Geiger, 523 U.S. at 61-62 (alteration in original) (citing Restatement (Second) of Torts § 8A cmt.a (1964)). A willful injury occurs when "(i) the actor desired to cause the consequences of the act or (ii) the actor believed that the given consequences of his act were substantially certain to result from the act." Monsanto Co. v. Trantham (In re Trantham), 304 B.R. 298, 307 (B.A.P. 6th Cir. 2004) (citing Markowitz, 190 F.3d at 464). Under § 523(a)(6), "`malicious' means in conscious disregard of one's duties or without just cause or excuse; it does not require ill-will or specific intent." Id. (citing Wheeler v. Laudani, 783 F.2d 610, 615 (6th Cir. 1986)).
The only evidence presented to this court in support of the Motion is the Judgment Entry. There is nothing in the Judgment Entry from which the court can conclude that Kirby intended the injury that incurred, such that the court could find a willful injury, and that she acted or failed to act in conscious disregard of her duties or without just cause, such that the court could find a malicious injury. There is no evidence in the record about the fire, how it started and Kirby's involvement in the fire, beyond the state court's statement in the Judgment Entry that there was a "massive tire fire in August of 1999." No evidence has been presented to this court as to Kirby's personal knowledge and understanding of the State of Ohio's scrap tire laws and regulations and the nature and extent of her participation in the operations of the site. Nor does the statute authorizing the imposition of the civil penalty and damages for the costs incurred by the State require any standard of knowledge such that it can be determined that the state court necessarily concluded that Kirby's actions were willful and malicious as an incident to assessing either the $20 million civil penalty or the damages. See Ohio Rev. Code § 3734.13. The State has failed to present sufficient admissible evidence in support of the Motion from which this court can find that Kirby's liability for fire abatement costs at the Kirby Tire Recycling site is a debt for a willful and malicious injury.

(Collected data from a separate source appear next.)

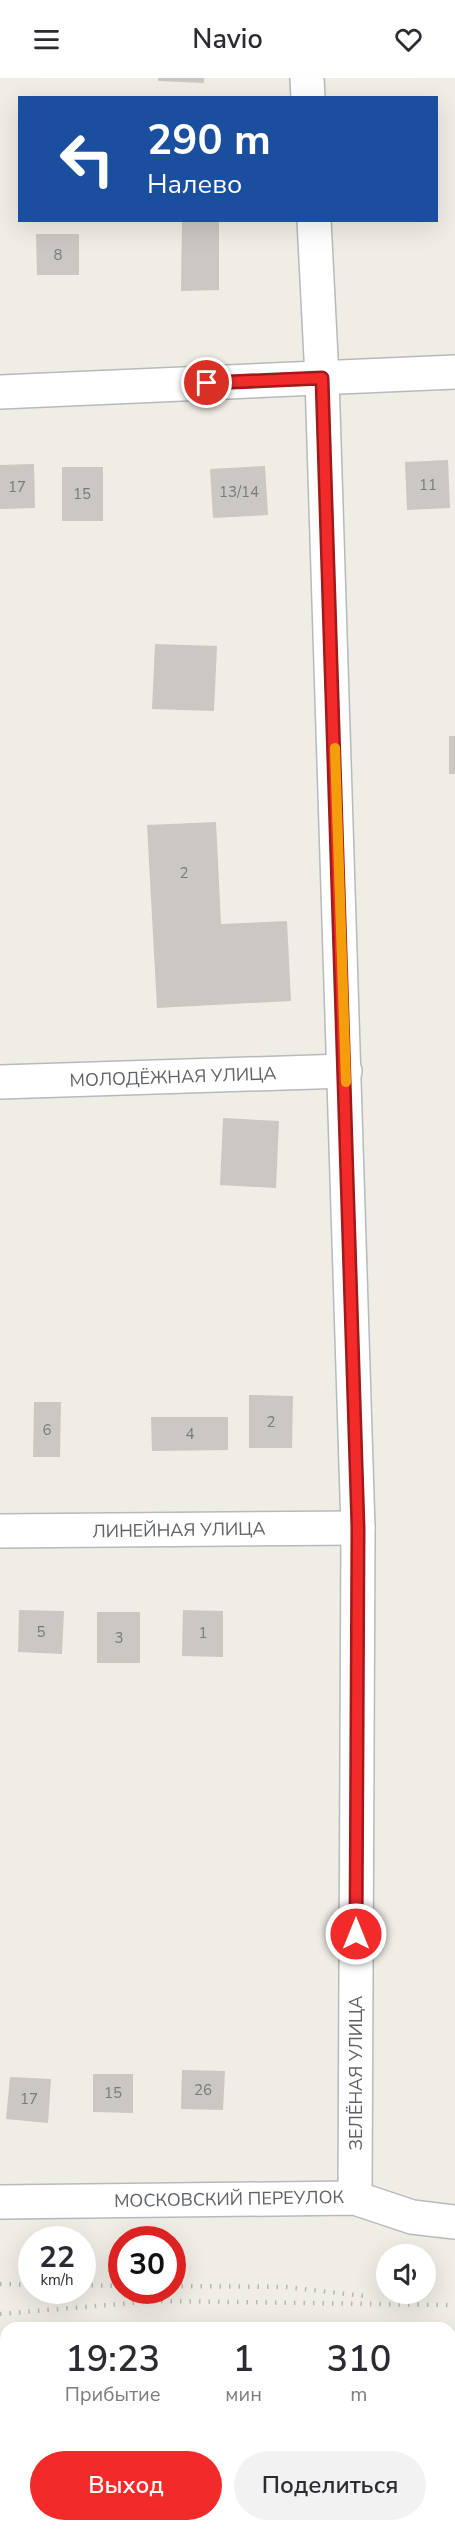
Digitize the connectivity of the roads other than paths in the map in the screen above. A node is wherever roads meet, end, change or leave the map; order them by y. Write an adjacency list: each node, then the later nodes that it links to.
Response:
1 (307, 78): 2 (street)
2 (308, 96)
3 (315, 222): 5 (street, ЗЕЛЁНАЯ УЛИЦА)
4 (455, 372): 5 (street)
5 (322, 378): 6 (street); 7 (street, ЗЕЛЁНАЯ УЛИЦА)
6 (0, 392)
7 (345, 1071): 8 (street, МОЛОДЁЖНАЯ УЛИЦА); 9 (street, ЗЕЛЁНАЯ УЛИЦА)
8 (0, 1082)
9 (358, 1528): 10 (street, ЛИНЕЙНАЯ УЛИЦА); 11 (street, ЗЕЛЁНАЯ УЛИЦА)
10 (0, 1531)
11 (355, 2198): 12 (street, МОСКОВСКИЙ ПЕРЕУЛОК); 13 (street, МОСКОВСКИЙ ПЕРЕУЛОК)
12 (0, 2202)
13 (455, 2222)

THEREFORE, for the foregoing reasons,
IT IS ORDERED that the State of Ohio's Motion for Summary Judgment on Nondischargeability of Kirby Debt [Doc. #53] is GRANTED in part and DENIED in part; and
IT IS FURTHER ORDERED that Plaintiff State of Ohio is entitled to summary judgment in its favor and against Defendant Doris Patricia Kirby on its claim under 11 U.S.C. § 523(a)(7) relating to the $20 million civil penalty; and
IT IS FURTHER ORDERED that Plaintiff State of Ohio is not entitled to summary judgment in its favor on its claim under 11 U.S.C. § 523(a)(6); and
IT IS FINALLY ORDERED that Plaintiff shall decide whether it intends to pursue its claim under 11 U.S.C. § 523(a)(6) to trial. If it does, it must request a further pretrial conference, at which a trial schedule can be set, in a separate written request to be electronically filed with this court on or before September 28, 2007. If Plaintiff does not file a request for a further pretrial conference as provided in this order, a final judgment will be entered on the complaint granting Plaintiff judgment in its favor on its claim under 11 U.S.C. § 523(a)(7) and dismissing this action as to Plaintiff's claim under § 523(a)(6).